> [What you need to do] Return the lines below that contain the word "function".

> [Supplied material]

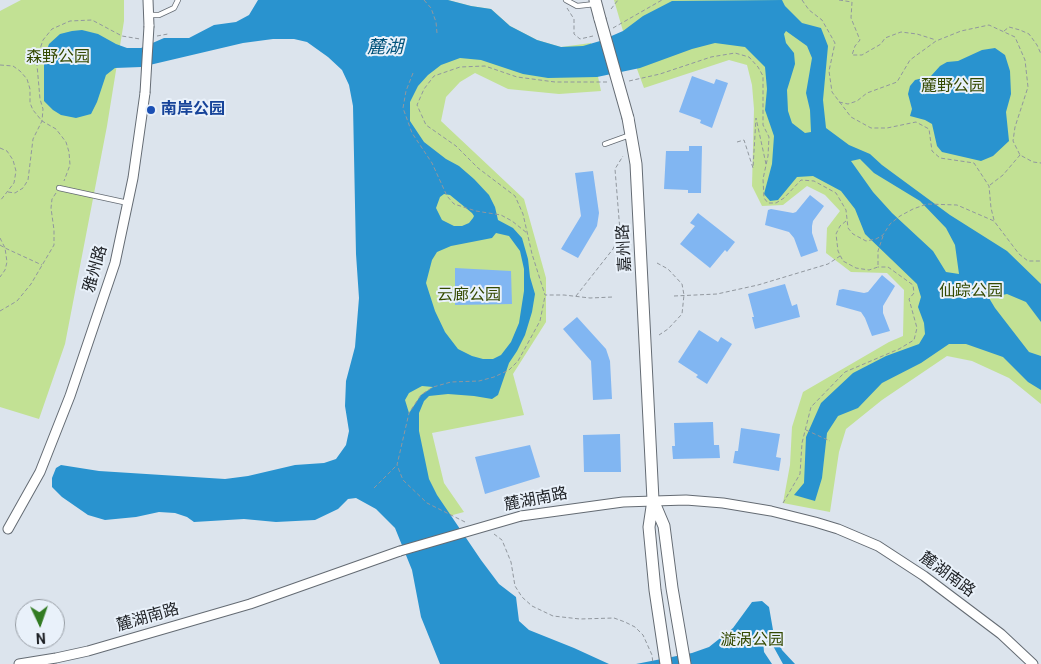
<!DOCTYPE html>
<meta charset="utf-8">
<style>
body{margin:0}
#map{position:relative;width:1041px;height:664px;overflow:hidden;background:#dce4ed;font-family:Roboto,sans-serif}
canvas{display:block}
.north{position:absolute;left:15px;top:599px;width:50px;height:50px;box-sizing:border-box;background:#e9f1fa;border:1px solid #989ea5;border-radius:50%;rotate:177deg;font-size:14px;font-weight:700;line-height:20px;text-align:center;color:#1e2125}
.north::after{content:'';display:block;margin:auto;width:18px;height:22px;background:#327b22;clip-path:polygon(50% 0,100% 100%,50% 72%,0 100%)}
</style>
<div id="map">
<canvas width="1041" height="664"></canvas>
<div class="north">N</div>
</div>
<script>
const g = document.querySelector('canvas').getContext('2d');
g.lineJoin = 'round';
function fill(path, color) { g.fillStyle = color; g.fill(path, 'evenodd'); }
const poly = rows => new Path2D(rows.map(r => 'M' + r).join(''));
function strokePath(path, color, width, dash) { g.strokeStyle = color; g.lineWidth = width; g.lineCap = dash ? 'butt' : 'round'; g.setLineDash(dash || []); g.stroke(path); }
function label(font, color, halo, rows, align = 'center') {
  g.font = font + ' Roboto,"Noto Sans SC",sans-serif'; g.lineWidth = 4; g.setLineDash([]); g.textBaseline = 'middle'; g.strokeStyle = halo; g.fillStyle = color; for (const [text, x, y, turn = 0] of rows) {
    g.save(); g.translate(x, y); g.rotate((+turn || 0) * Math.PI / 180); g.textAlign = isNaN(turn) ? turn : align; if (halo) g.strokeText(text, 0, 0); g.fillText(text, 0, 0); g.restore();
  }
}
fill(poly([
 [21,0,124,0,124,21,107,126,65,344,39,419,0,407,0,11],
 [448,0,471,6,491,9,510,26,537,40,561,47,591,43,601,91,559,94,508,89,475,73,460,82,446,97,441,121,524,199,546,278,546,322,513,374,524,415,432,433,444,483,464,512,412,526,384,493,388,84],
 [614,0,1041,0,1041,404,1009,378,972,361,947,356,882,400,846,429,839,452,830,512,783,503,790,465,792,427,803,392,889,342,903,336,904,290,887,273,851,272,826,253,827,228,840,211,825,195,807,186,783,205,762,206,752,186,754,109,752,85,747,65,729,60,644,88,623,31]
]), '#c2e194');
fill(poly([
 [258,0,448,0,471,6,491,9,510,26,537,40,561,47,583,46,600,41,623,31,643,16,672,1,782,0,785,6,802,23,821,28,828,46,823,100,826,128,849,145,870,154,882,165,950,215,1007,251,1041,284,1041,322,1026,302,1007,294,989,298,995,308,1029,352,1041,356,1041,390,1028,382,1003,357,966,344,949,344,921,363,882,383,858,408,838,416,827,433,822,478,815,501,794,495,804,483,806,437,821,403,853,373,886,356,919,344,925,334,924,323,918,307,921,297,917,284,865,234,855,209,841,191,813,176,797,177,778,200,770,201,764,194,772,164,774,136,765,110,767,89,765,67,745,47,715,43,692,49,640,68,597,77,548,78,523,74,481,60,460,58,441,65,428,75,418,86,410,102,410,121,424,142,446,159,459,166,474,179,489,195,495,207,498,220,513,228,522,238,528,259,530,277,535,294,532,312,525,335,517,351,509,363,498,395,492,399,474,396,448,394,429,396,424,401,419,413,419,431,429,479,437,495,481,560,499,584,516,597,519,621,529,630,574,648,609,664,440,664,421,617,412,570,395,528,376,509,356,498,348,499,338,509,315,520,276,522,244,519,194,522,187,517,175,513,159,512,136,517,105,520,88,515,62,497,52,487,52,478,56,468,61,465,99,471,225,479,248,476,295,465,324,463,336,459,346,445,349,431,345,406,346,381,355,347,359,298,356,254,353,106,349,85,342,70,328,57,307,42,294,39,273,39,243,43,141,67,115,68,106,75,97,102,91,114,76,118,61,115,53,110,44,101,44,58,49,44,60,34,72,31,82,30,98,34,116,44,127,48,141,48,164,38,189,38,214,25,236,22,249,15],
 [786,31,807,46,812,58,806,93,810,110,811,132,805,133,792,123,788,111,787,90,795,64,794,53,786,43,784,34],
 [860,159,874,173,920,201,946,228,955,245,959,274,946,272,933,251,892,213,873,192,851,161],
 [444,194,450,195,472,213,474,216,473,218,469,223,462,226,454,226,442,220,436,208,440,197],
 [496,233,509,236,520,251,524,269,524,291,519,323,511,342,501,355,493,359,483,359,472,356,458,349,445,332,435,311,426,283,432,260,437,252,451,246,492,238],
 [422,386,433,387,421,395,409,413,405,400,409,393],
 [995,48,1005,55,1010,71,1011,94,1006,112,1009,141,993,156,981,161,942,152,937,146,932,124,925,120,910,116,912,109,908,94,910,86,915,80,931,76,940,66,947,62,958,61,982,50],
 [762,601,769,607,773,630,782,650,795,664,783,664,772,644,763,640,764,652,772,664,636,664,692,653,709,647,733,628,752,602]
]), '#2993cf');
fill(poly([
 [692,76,714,84,716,79,728,83,712,128,700,123,701,120,679,112],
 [689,146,702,146,701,193,688,193,688,190,664,189,666,151,689,151],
 [593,171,599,213,597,226,578,258,561,249,581,216,575,173],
 [810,195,824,206,813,221,812,226,812,233,818,251,801,257,794,238,789,232,765,225,768,210,771,209,793,213,796,212],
 [698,213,735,242,727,252,725,250,710,268,680,244,695,226,690,223],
 [455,268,511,271,512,304,455,305],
 [882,275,895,286,883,306,883,313,890,331,872,336,865,318,861,312,836,305,839,290,843,289,864,293,868,292],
 [785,284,792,306,797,304,800,317,755,329,752,317,754,317,748,294],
 [577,317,606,349,610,361,612,399,593,400,591,361,563,329],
 [699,330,718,342,721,337,732,344,707,384,696,377,698,375,678,362],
 [713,422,714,445,719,445,720,458,673,459,672,446,675,446,674,423],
 [741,428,780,434,776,457,781,458,779,471,733,463,735,451,738,451],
 [620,434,621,472,584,472,583,435],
 [530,445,540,477,485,494,475,457]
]), '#81b6f2');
const service = poly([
 [566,0,577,6,595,4],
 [148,15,159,15,174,8,178,0],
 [605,144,630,135],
 [59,188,128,203]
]);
const minor = poly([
 [148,0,149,26],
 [521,516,623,502,686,500,723,503,771,511,815,522,838,529,878,546,924,576,1001,634,1033,664],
 [8,529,40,472,70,396,115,263,133,178,145,93],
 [19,664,56,658,88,651,250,604,400,551]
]);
const tertiary = poly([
 [595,0,600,19],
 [628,118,636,164,653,500],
 [666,664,655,590,649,527,653,500,664,526,672,588,685,664]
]);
strokePath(service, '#646b73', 6);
strokePath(minor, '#646b73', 11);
strokePath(tertiary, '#646b73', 13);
strokePath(poly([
 [424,0,431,8,436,22,437,33],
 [802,0,809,10,822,20,835,43,829,71,832,92,851,117,871,128,887,128,916,122,929,129,932,151,940,158,974,163,989,186,991,208,994,220],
 [839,0,852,2,851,18,860,40,855,46,852,55,862,55,881,44,885,38,901,32,917,34,936,40],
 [567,8,574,19,574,34,580,39,593,36],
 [611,9,618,0],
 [613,28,662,0],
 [1004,31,1009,27,1020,30,1029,34,1037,45,1041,54],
 [157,36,168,34],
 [0,65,13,66,20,71,27,79,30,89,30,103,33,110,42,121,56,129,66,142,69,152,70,165,64,181],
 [413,73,406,91,403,108,412,133,432,163,447,196,454,204,476,211,501,215,512,221,527,233],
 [629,81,660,74,711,57,735,53,749,57,758,67,763,76,763,125,769,137,768,156,763,179,764,198,768,203,776,203,784,198,801,180,814,181,836,193,846,210,848,228,853,234,866,241,876,239,883,235,890,224,900,216,913,209,927,204,957,205,994,221,1019,254,1028,261,1041,261],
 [607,82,555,82,517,77,485,66,460,67,434,76,424,89,417,105,426,125,456,146,478,168,515,196,523,214,532,254,545,295,564,295,590,298,613,297],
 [839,102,848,104,857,101,867,93,897,82,910,60,936,41,961,31,989,25,1015,37,1025,60,1028,87,1015,127,1013,141,1020,155,1033,162,1041,163],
 [737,142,744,140,753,168,756,118,766,164],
 [0,148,7,151,13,160,16,171,14,183,0,201],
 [990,185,1003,175,1020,155],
 [8,192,15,193,23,188,28,180,33,139,42,121,43,109,40,99,37,65,39,52,43,40,52,29,70,21,92,20,122,36,140,39],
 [846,221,840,226,836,234,838,251,843,261,856,268,869,270,878,267,878,251,883,236],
 [0,238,5,248,7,262,5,270,0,277],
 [0,245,5,248,42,265],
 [657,263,668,269,682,284,684,295,682,314,668,329,659,335],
 [576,296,613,249,620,231,615,169,623,156],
 [674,296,717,294,758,285,828,264,840,256],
 [0,311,17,301,31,284,54,245,54,230,51,208,52,199,56,193],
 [806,430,830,441],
 [374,488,397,465],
 [783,503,800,474,802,443,811,407,845,372,899,349,914,340,917,328,909,299,914,293,913,285,888,267,878,267],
 [465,522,427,503,403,480,397,465,409,413,421,395,433,387,451,382,479,381,494,377,509,370,518,361,540,321,545,296],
 [494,534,502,540,511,562,515,586,522,597,532,606,553,616,580,619,614,618,625,622,635,627,643,635,652,655,653,664]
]), '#91979e', 1, [4, 2.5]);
strokePath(service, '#fff', 4.5);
strokePath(minor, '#fff', 9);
strokePath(tertiary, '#fff', 11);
const minorBridge = poly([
 [145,93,149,26],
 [400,551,521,516]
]);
const tertiaryBridge = poly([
 [600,19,628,118]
]);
strokePath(minorBridge, '#646b73', 11, []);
strokePath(tertiaryBridge, '#646b73', 13, []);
strokePath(minorBridge, '#fff', 9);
strokePath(tertiaryBridge, '#fff', 11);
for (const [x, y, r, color] of [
 [151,110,5,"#1a4fb4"]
]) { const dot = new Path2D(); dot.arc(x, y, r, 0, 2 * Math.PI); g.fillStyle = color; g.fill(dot); strokePath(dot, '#e9f1fa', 2); }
label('16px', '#344901', '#e9f1fa', [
 ["森野公园",58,58],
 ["麓野公园",953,87],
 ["仙踪公园",971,292],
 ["云廊公园",469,296],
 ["漩涡公园",752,641]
]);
label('bold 16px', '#164399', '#e9f1fa', [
 ["南岸公园",161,110]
], 'left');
label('16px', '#1e2125', '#e9f1fa', [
 ["嘉州路",625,248,-93],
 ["雅州路",96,269,-74],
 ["麓湖南路",536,500,-11],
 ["麓湖南路",947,575,36],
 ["麓湖南路",148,618,-16]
]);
label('italic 18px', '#00527a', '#e9f1fa', [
 ["麓湖",385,48]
]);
</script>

> [Exercise response]
function fill(path, color) { g.fillStyle = color; g.fill(path, 'evenodd'); }
function strokePath(path, color, width, dash) { g.strokeStyle = color; g.lineWidth = width; g.lineCap = dash ? 'butt' : 'round'; g.setLineDash(dash || []); g.stroke(path); }
function label(font, color, halo, rows, align = 'center') {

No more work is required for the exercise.